Thanks to my dear friend Roger Rekus, who never discarded his magazines, for finding this 1971 photo. In it, Hans is on the left with Ernesto (center) and Bindo Maserati at the racing circut at Modena Italy. The magazine was'Sports Cars of the world', Peterson publishing company copyright 1971, editor Hans Tanner. Note the caption for photo #10 in the picture below: "...purchased from Hans Tanner.for 'Fon' (Count Alfonso) de Portago..."

Han's car referred in the article is the third photo down, #10. (Courtesy of Roger Rekus).
I am the adopted son of Hans Tanner's uncle Hans, who called himself John Tanner in America. My dad was the eldest of three Tanner brothers: Hans (John), Albert, and Walter. Albert, Hans' father, was born in 1900 in the industrial city of Schaffhausen. His hometown became nearby Neuhausen, the location of the famed Rheinfall, in Schaffhausen Canton, Switzerland.
Albert and his wife Hulda had two sons, Hans and Max. Both of the boys received a British grade school education, because Albert and Hulda had emigrated to England, where they lived through the end of World War II before returning to Neuhausen. Albert and Hulda and Max lived out their lives in Neuhausen. Max was a life-long Swissair maintenance technician, based in Zurich.
I met Hans once, in 1954. I visited Neuhausen several times, and my wife Ruth and daughter Mathilda (my late mother's namesake) and I are close to Max's widow Marie-Claire (originally from France, she and Max met while vacationing in Nice, France) and her son Robert and daughter Pamela (they are, like my sisters, blood-related to Hans).
Hans emigrated to America where he married, had a daughter and divorced.
Hans settled in the Los Angeles area. Following his association with auto racing (he wrote books about Ferrari, Maseratti, and Ford race cars, about great races, and about great drivers), he became editor of "Car and Driver" and of another of the publisher's magazines, "Guns and Ammo".
He became a collector of and authority on antique weapons. He began to date a divorcee who had a young son. He also became ill with a type of blood cancer like leukemia, but which ravages red blood cells instead of the white cells. I don't know whether the illness or the drugs and treatment for it made him mad at the end of his life, but he shot and killed his girlfriend and then himself.
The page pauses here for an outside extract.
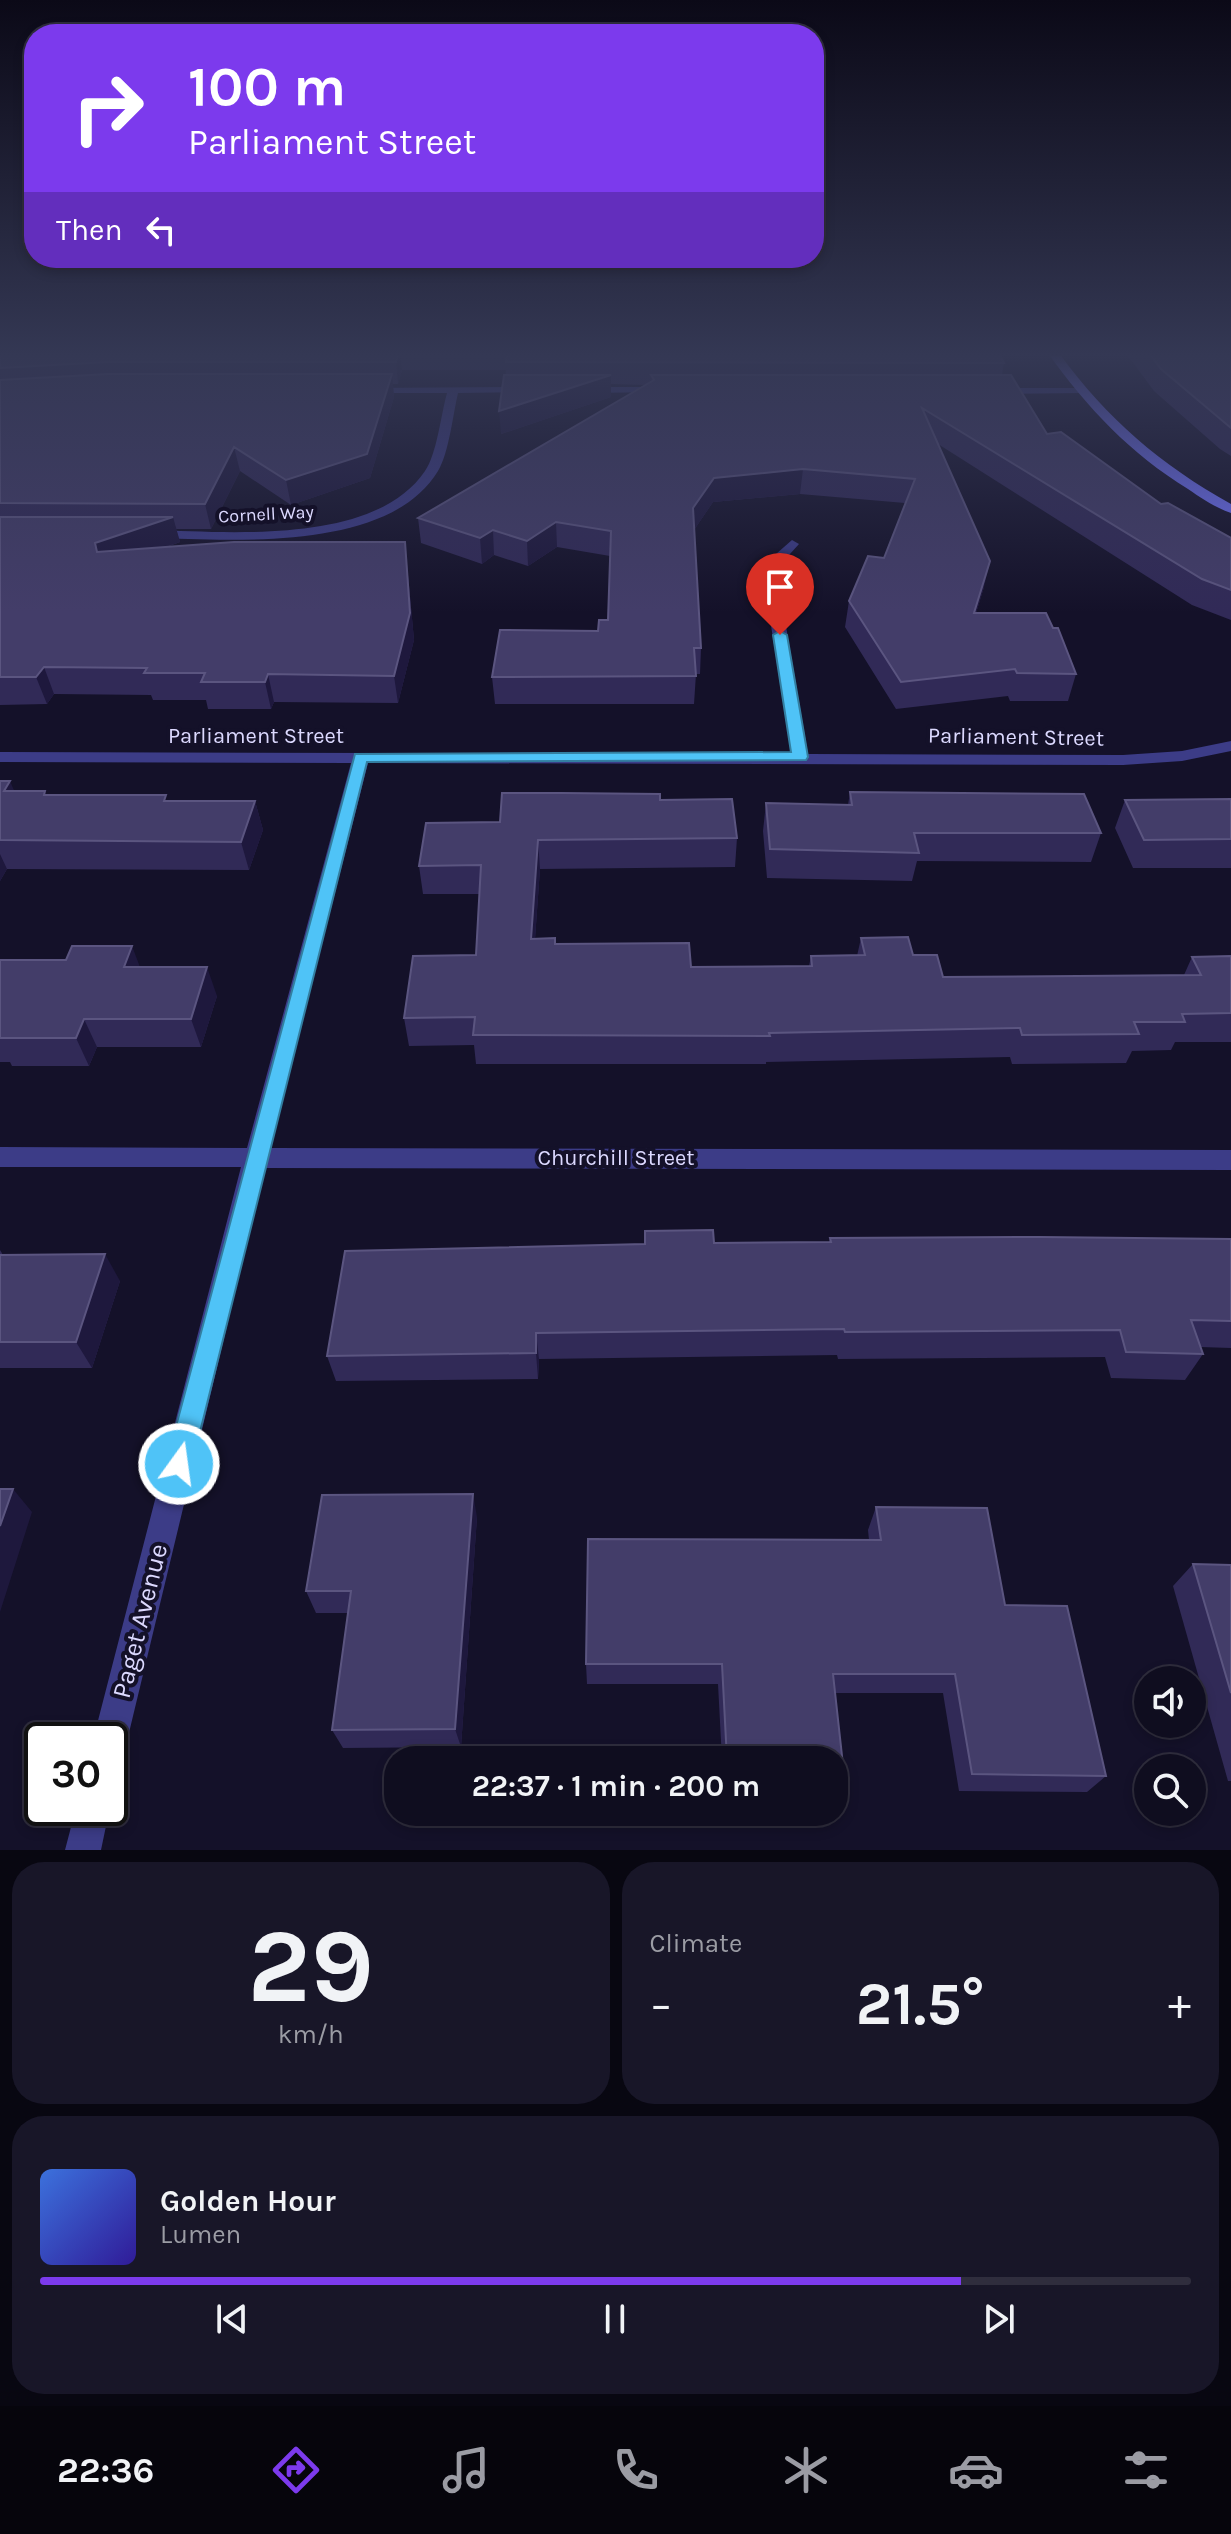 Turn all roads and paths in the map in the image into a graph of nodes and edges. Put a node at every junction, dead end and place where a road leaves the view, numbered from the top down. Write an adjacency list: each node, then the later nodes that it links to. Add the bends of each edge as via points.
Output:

I have one amusing story about Hans, told to me by my Uncle Albert. Apparently in the mid-1950s, Hans and driver Phil Hill were in a hurry to get from Italy where there had just been a race to Paris, where they had hot dates lined up. They stopped in Neuhausen to pick up some of Hans's clothes. Then they raced on to Paris, at breakneck speed. I remarked to Uncle Albert that they probably did well on the European back roads, driving a Ferrari. He told me that they were driving a Buick. I can just imagine that!
Hans was a very private person, and the family has few photos of him. There may have been some in his collections, but all of his effects were sold at auction to pay a civil judgment to his victim's son. (That was proper.) His daughter found me through this Web site in May 2007 and sent me the portrait above. Also, a writer who got his first job under Hans and also worked for him at two publishing companies saw this site and contacted me, sending a personal remembrance.